8/29/2007 – Editorials
By Richard Peterson
From the e-mails:
If you are 30 or older you will think this is hilarious!
When I was a kid, adults used to bore me to tears with their tedious diatribes about how hard things were when they were growing up; what with walking 25 miles to school every morning — uphill BOTH ways!
Yadda, yadda, yadda. And I remember promising myself that when I grew up, there was no way I was going to lay a bunch of crap like that on kids about how hard I had it and how easy they’ve got it! But now that I’m over the ripe old age of 30, I can’t help but look around and notice the youth of today. You’ve got it so easy! I mean, compared to my childhood, you live in a Utopia! And I hate to say it, but you kids today don’t know how good you’ve got it!
I mean, when I was a kid we didn’t have the Internet. If we wanted to know something, we had to go to the library and look it up ourselves, in the card catalog. There was no e-mail! We had to actually write somebody a letter — with a pen! Then you had to walk all the way across the street and put it in the mailbox and it would take like a week to get there.
There were no MP3’s or Napsters! You wanted to steal music, you had to go to the record store and shoplift it yourself! Or you had to wait around all day to tape it off the radio and the DJ’d usually talk over the beginning and screw it all up!
We didn’t have fancy crap like call waiting. If you were on the phone and somebody else called, they got a busy signal, that’s it! And we didn’t have fancy caller ID boxes, either. When the phone rang, you had no idea who it was. It could be your school, your mom, your boss, your bookie, your drug dealer, a collections agent, you just didn’t know! You had to pick it up and take your chances, mister!

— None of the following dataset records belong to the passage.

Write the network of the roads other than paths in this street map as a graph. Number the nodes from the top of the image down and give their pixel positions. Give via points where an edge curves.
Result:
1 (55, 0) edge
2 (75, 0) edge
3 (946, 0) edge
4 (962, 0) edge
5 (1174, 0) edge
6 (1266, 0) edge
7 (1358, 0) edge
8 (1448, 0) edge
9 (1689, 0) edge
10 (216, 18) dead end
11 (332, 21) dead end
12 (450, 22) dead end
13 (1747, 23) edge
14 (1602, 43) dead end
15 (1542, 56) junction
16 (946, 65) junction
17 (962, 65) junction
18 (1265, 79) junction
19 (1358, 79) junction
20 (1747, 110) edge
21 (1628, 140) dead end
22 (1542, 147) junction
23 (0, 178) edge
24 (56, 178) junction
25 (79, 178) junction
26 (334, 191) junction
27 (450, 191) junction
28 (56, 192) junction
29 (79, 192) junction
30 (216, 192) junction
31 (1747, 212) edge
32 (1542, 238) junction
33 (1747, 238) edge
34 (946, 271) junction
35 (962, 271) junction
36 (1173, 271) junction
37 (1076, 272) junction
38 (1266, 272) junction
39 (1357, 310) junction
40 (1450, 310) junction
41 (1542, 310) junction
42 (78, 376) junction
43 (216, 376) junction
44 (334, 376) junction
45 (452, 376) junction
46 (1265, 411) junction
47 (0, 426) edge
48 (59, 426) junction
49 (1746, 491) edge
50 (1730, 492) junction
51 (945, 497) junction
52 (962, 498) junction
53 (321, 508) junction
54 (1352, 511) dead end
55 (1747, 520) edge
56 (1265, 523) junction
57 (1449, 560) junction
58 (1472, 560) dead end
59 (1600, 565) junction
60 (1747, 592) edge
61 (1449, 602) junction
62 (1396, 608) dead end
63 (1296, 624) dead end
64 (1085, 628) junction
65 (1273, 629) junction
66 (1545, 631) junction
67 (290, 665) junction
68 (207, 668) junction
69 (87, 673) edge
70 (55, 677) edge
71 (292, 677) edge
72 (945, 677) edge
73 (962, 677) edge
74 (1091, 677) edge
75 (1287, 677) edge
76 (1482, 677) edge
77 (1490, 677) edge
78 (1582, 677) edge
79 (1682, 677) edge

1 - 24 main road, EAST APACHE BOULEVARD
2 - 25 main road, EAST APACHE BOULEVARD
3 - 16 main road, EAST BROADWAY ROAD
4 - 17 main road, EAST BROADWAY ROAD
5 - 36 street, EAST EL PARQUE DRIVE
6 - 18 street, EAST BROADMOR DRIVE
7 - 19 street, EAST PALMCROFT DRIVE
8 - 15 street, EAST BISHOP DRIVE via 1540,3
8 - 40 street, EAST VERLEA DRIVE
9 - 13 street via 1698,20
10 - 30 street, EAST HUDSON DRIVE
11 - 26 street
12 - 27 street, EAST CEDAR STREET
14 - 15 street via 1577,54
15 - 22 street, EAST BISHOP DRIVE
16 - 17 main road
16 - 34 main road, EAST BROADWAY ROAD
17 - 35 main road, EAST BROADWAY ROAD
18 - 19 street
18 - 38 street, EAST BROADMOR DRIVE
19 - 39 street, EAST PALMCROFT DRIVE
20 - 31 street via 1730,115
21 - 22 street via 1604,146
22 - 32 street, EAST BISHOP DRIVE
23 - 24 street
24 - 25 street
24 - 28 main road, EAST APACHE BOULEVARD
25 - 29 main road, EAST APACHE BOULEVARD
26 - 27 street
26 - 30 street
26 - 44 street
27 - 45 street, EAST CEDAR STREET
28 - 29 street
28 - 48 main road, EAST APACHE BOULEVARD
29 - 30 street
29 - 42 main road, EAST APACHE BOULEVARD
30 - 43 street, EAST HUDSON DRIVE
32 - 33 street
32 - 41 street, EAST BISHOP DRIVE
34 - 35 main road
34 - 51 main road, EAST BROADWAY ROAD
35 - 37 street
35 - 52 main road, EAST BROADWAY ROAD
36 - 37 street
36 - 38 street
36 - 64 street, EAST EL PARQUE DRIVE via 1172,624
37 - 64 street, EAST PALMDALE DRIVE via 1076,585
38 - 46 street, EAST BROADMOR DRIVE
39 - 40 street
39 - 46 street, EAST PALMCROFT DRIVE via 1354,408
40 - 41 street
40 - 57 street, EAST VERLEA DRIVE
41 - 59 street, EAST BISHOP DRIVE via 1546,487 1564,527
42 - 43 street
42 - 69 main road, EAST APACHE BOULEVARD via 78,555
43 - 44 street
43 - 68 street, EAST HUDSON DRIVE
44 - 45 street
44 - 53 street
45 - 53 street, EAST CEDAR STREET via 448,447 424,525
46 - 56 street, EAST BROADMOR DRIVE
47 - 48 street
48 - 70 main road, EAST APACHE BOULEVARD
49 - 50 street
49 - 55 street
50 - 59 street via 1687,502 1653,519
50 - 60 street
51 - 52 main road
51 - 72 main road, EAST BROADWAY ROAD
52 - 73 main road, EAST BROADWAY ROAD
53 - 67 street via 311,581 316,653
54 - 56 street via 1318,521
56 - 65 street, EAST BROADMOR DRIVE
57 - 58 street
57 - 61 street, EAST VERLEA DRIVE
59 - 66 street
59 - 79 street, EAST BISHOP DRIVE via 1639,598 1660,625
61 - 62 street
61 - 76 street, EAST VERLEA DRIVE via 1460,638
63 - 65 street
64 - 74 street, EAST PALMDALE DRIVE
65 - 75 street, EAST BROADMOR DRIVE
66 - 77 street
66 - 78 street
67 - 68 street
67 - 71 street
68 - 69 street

We didn’t have any fancy Sony Playstation video games with high-resolution 3-D graphics. We had the Atari 2600. With games like "Space Invaders" and "Asteroids" and the graphics sucked! Your guy was a little square. You actually had to use your imagination. And there were no multiple levels or screens, it was just one screen forever. And you could never win. The game just kept getting harder and harder and faster and faster until you died. Just like life!
When you went to the movie theater there no such thing as stadium seating. If a tall guy or some old broad with a hat sat in front of you and you couldn’t see, you were just screwed.
Sure, we had cable television, but back then that was only like 15 channels and there was no onscreen menu and no remote control. You had to use a little book called a TV Guide to find out what was on.
You were screwed when it came to channel surfing. You had to get up and walk over to the TV to change the channel and there was no Cartoon Network either. You could only get cartoons on Saturday morning. Do you hear what I’m saying!? We had to wait all week for cartoons.
And we didn’t have microwaves. If we wanted to heat something up we had to use the stove . . . imagine that! If we wanted popcorn, we had to use that stupid Jiffy Pop thing and shake it over the stove forever like an idiot. That’s exactly what I’m talking about! You kids today have got it too easy. You’re spoiled. You guys wouldn’t have lasted five minutes back in 1980!
—000—
A priest, a Pentecostal preacher and a Rabbi all served as chaplains to the students of Northern Michigan University in Marquette. They would get together two or three times a week for coffee and talk. One day, someone made the comment that preaching to people isn’t really all that hard. A real challenge would be to preach to a bear.
One thing led to another and they decided to do an experiment. They would all go out into the woods, find a bear, preach to it, and attempt to convert it.
Seven days later, they’re all together to discuss the experience.
Father Flannery, who has his arm in a sling, is on crutches and has various bandages, goes first. "Well," he says, "I went into the woods to find me a bear. And when I found him I began to read to him from the Catechism. Well, that bear wanted nothing to do with me and began to slap me around. So I quickly grabbed my holy water, sprinkled him and, Holy Mary, Mother of God, he became as gentle a lamb. The bishop is coming out next week to give him first communion and confirmation."
Reverend Billy Bob spoke next. He was in a wheelchair, with an arm and both legs in casts, and an IV drip. In his best fire and brimstone oratory he claimed, "WELL brothers, you KNOW that we don’t sprinkle! I went out and I FOUND me a bear. And then I began to read to my bear from God’s HOLY WORD! But that bear wanted nothing to do with me. So I took HOLD of him and we began to wrestle. We wrestled down one hill, UP another and DOWN another until we came to a creek.
So I quick DUNKED him and BAPTIZED his hairy soul. And just like you said, he became as gentle as a lamb. We spent the rest of the day praising Jesus."
They both looked down at the rabbi, who was lying in a hospital bed.
He was in a body cast and traction with IV’s and monitors running in and out of him. He was in bad shape. The rabbi looks up and says, "Looking back on it, circumcision may not have been the best way to start."